(Stored entries)
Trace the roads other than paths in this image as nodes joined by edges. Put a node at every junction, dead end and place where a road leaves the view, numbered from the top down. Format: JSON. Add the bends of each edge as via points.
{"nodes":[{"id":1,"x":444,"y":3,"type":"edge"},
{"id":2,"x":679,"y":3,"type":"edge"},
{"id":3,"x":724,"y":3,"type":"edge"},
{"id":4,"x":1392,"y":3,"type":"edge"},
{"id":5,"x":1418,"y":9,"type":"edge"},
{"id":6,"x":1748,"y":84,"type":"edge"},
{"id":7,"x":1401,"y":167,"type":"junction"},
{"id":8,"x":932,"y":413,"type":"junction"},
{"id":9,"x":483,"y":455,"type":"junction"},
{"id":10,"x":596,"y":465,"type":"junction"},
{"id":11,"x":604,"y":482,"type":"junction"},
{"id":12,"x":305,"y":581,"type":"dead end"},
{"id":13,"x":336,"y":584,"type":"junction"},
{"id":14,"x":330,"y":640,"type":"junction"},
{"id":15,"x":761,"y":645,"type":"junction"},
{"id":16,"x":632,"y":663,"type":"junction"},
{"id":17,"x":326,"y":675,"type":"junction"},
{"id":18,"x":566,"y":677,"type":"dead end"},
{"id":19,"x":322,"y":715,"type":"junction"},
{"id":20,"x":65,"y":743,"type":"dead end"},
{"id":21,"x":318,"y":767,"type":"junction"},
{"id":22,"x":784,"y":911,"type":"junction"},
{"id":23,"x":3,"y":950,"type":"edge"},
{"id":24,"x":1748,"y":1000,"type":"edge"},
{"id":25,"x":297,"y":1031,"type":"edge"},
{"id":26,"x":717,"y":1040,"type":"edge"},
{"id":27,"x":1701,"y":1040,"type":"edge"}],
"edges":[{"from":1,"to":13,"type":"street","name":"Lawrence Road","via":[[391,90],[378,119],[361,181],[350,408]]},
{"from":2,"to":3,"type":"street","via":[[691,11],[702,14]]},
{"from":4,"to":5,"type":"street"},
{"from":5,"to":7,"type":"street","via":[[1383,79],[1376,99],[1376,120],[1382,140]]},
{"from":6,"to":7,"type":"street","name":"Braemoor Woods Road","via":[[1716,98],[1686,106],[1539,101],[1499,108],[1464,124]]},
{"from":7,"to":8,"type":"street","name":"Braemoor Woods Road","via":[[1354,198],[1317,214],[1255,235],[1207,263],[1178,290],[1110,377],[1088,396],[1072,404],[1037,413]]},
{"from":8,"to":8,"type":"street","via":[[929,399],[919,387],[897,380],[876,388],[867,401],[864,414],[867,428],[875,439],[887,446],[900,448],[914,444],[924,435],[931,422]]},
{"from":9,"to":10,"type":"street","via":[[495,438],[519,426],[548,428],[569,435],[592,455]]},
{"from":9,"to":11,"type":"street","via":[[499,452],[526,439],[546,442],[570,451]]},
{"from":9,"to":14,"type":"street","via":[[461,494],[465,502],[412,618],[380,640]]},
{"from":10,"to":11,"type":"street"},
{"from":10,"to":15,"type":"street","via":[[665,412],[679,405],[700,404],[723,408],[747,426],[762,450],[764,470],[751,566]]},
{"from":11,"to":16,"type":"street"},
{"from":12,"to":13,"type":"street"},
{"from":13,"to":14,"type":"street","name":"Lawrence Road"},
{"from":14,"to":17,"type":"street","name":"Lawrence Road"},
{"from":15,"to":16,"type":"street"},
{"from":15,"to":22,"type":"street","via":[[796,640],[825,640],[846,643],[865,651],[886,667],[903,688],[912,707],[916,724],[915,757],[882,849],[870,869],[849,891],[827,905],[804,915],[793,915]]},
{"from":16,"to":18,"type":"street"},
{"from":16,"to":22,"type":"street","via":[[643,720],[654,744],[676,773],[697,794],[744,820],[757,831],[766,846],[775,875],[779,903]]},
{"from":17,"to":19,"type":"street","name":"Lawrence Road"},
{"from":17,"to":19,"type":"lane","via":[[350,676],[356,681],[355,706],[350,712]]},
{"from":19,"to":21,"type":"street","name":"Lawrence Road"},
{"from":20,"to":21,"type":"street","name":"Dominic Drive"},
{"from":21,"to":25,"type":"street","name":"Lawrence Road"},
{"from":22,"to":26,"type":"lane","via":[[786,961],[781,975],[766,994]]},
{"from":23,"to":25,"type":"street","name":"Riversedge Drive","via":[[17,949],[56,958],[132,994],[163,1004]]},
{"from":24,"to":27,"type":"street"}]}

> [The problem] Only the lines containing the word "Drive" should be returned from the data above.

> [Result of the task]
{"from":20,"to":21,"type":"street","name":"Dominic Drive"},
{"from":23,"to":25,"type":"street","name":"Riversedge Drive","via":[[17,949],[56,958],[132,994],[163,1004]]},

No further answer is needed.